● WORK ORDER
Retrieve every line of the data holding the word "Πολυτεχνείου".
==========
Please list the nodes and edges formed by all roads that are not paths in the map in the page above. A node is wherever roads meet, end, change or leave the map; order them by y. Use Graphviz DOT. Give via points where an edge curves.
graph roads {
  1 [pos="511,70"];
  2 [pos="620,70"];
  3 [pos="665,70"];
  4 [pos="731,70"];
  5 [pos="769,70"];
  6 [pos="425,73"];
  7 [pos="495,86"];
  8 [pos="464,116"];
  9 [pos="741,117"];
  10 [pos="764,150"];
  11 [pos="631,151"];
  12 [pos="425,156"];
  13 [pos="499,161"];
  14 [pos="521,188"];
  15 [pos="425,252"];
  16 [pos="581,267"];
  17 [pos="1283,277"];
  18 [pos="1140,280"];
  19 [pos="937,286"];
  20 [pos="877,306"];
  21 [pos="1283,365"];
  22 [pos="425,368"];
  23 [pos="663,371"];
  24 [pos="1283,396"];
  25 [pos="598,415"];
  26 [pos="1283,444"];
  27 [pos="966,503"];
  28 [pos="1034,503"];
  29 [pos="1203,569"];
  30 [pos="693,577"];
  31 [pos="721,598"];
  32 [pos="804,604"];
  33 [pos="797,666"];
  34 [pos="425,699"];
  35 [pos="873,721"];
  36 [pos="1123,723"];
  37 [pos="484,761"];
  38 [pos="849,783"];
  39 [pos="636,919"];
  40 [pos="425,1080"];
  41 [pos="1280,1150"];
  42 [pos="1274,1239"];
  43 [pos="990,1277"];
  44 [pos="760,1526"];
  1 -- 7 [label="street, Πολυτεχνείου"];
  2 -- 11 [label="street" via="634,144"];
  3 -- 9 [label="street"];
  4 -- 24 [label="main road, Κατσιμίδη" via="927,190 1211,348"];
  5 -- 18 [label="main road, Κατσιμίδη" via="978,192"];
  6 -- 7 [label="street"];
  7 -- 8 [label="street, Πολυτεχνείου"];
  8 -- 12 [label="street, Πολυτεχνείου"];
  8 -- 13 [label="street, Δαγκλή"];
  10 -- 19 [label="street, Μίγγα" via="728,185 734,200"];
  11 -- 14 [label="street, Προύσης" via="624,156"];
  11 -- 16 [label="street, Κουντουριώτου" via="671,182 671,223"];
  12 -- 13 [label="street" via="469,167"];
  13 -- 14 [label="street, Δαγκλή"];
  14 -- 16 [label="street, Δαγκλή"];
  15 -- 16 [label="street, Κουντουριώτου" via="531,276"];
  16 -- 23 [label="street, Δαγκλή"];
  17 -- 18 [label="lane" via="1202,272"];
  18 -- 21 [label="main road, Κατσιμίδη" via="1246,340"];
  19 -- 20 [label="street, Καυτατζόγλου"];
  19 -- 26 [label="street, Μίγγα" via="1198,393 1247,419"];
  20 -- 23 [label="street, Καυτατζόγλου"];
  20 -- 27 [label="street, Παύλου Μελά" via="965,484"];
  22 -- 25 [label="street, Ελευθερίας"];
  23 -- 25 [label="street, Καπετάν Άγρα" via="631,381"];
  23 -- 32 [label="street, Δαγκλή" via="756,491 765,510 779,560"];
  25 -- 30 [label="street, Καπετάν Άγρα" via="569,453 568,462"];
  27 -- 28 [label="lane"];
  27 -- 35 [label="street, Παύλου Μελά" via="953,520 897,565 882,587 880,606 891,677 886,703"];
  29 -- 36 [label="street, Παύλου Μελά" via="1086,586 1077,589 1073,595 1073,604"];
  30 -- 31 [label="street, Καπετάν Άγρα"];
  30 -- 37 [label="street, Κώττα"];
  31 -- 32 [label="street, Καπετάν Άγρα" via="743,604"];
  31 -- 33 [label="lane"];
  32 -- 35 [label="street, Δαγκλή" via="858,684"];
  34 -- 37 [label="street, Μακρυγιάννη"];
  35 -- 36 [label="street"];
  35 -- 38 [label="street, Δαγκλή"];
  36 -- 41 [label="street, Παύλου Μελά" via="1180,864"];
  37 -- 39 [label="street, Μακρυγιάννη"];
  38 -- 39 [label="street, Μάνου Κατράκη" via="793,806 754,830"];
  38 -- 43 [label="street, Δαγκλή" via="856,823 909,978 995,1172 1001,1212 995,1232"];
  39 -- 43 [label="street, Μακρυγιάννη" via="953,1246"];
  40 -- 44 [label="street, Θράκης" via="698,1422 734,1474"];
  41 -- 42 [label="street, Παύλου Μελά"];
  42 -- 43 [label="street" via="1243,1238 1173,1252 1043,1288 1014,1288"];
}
==========
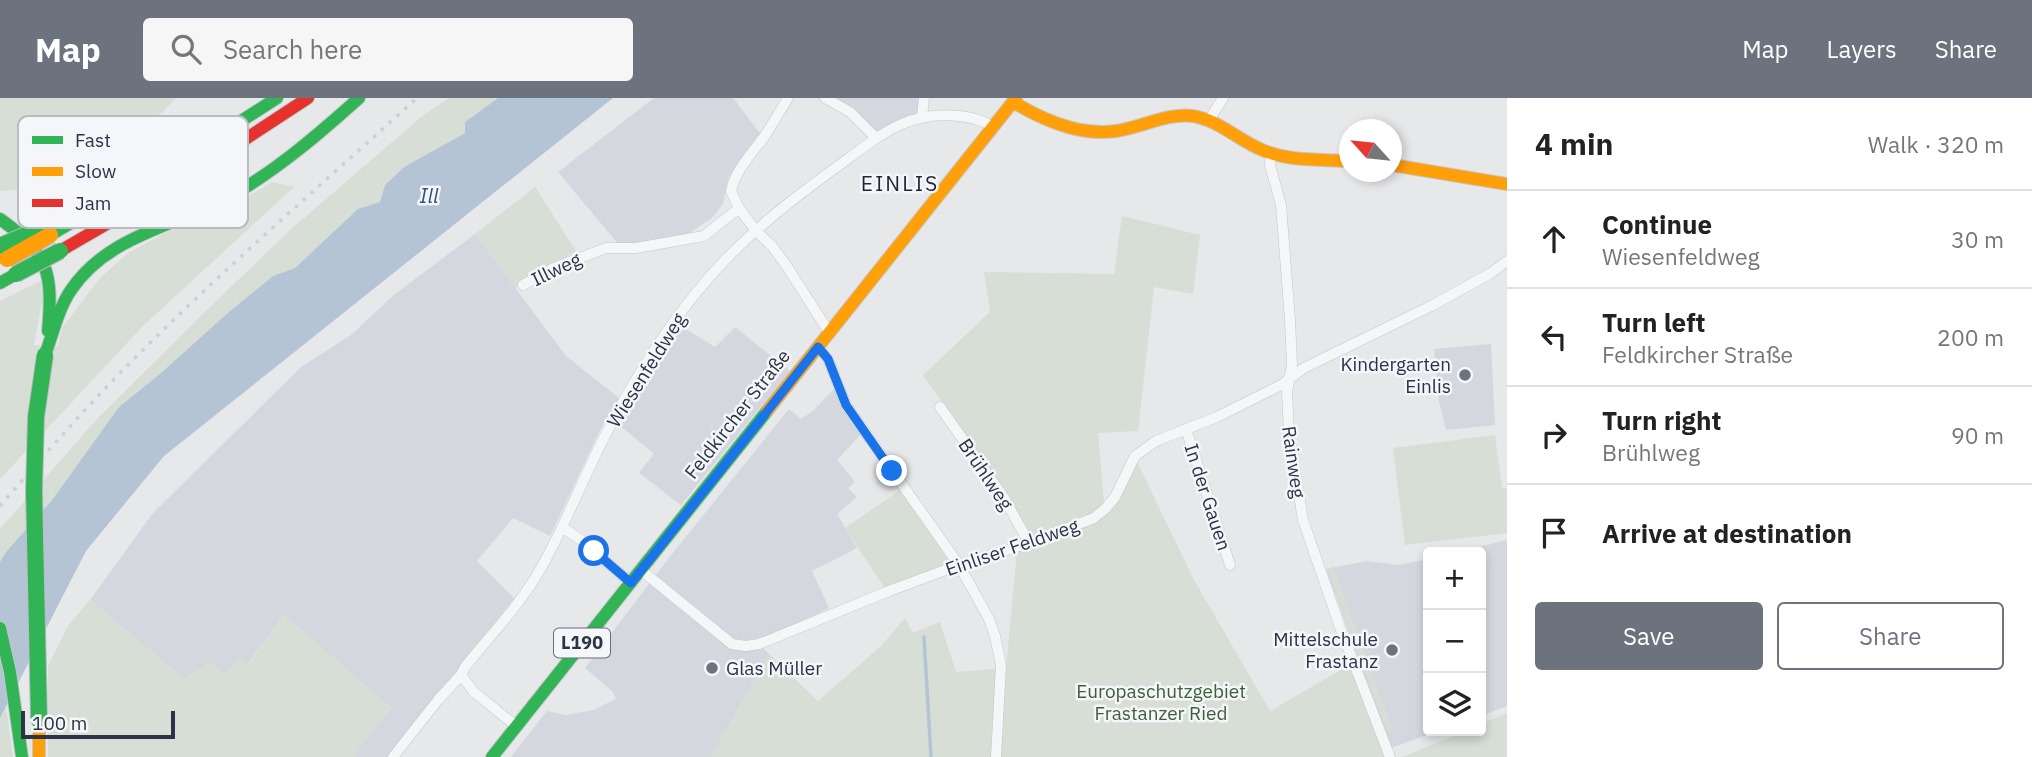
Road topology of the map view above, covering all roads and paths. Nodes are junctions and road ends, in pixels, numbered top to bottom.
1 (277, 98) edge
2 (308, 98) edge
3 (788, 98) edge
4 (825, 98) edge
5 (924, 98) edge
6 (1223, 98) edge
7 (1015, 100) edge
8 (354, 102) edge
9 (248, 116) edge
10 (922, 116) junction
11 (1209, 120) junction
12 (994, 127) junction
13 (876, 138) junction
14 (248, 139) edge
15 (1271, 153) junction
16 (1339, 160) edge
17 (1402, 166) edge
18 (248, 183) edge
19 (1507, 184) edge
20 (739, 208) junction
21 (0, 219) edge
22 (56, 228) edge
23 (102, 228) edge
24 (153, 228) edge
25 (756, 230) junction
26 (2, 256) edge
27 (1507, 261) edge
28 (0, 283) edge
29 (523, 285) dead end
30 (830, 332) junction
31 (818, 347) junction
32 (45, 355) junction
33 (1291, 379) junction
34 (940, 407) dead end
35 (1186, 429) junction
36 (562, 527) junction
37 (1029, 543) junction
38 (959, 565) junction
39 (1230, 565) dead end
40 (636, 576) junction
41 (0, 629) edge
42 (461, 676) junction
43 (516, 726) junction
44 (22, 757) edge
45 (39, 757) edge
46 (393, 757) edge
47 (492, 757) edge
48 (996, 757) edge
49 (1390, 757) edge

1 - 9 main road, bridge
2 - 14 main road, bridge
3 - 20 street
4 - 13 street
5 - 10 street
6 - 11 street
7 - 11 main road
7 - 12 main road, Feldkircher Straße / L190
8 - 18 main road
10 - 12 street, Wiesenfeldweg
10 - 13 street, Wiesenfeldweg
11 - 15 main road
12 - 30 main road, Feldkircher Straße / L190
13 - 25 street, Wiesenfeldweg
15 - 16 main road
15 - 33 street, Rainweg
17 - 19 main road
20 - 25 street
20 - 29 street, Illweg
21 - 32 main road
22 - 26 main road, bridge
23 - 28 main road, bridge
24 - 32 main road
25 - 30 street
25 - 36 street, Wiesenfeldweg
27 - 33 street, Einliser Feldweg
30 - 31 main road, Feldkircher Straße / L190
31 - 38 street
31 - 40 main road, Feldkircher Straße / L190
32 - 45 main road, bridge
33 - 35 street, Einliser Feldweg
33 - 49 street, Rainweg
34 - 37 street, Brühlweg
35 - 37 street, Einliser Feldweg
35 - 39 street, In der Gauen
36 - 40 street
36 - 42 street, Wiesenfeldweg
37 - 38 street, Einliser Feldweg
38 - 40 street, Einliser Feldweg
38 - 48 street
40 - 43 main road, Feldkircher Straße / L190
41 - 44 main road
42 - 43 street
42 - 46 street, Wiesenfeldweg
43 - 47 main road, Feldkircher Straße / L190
==========
● RESPONSE TO THIS TASK
  1 -- 7 [label="street, Πολυτεχνείου"];
  7 -- 8 [label="street, Πολυτεχνείου"];
  8 -- 12 [label="street, Πολυτεχνείου"];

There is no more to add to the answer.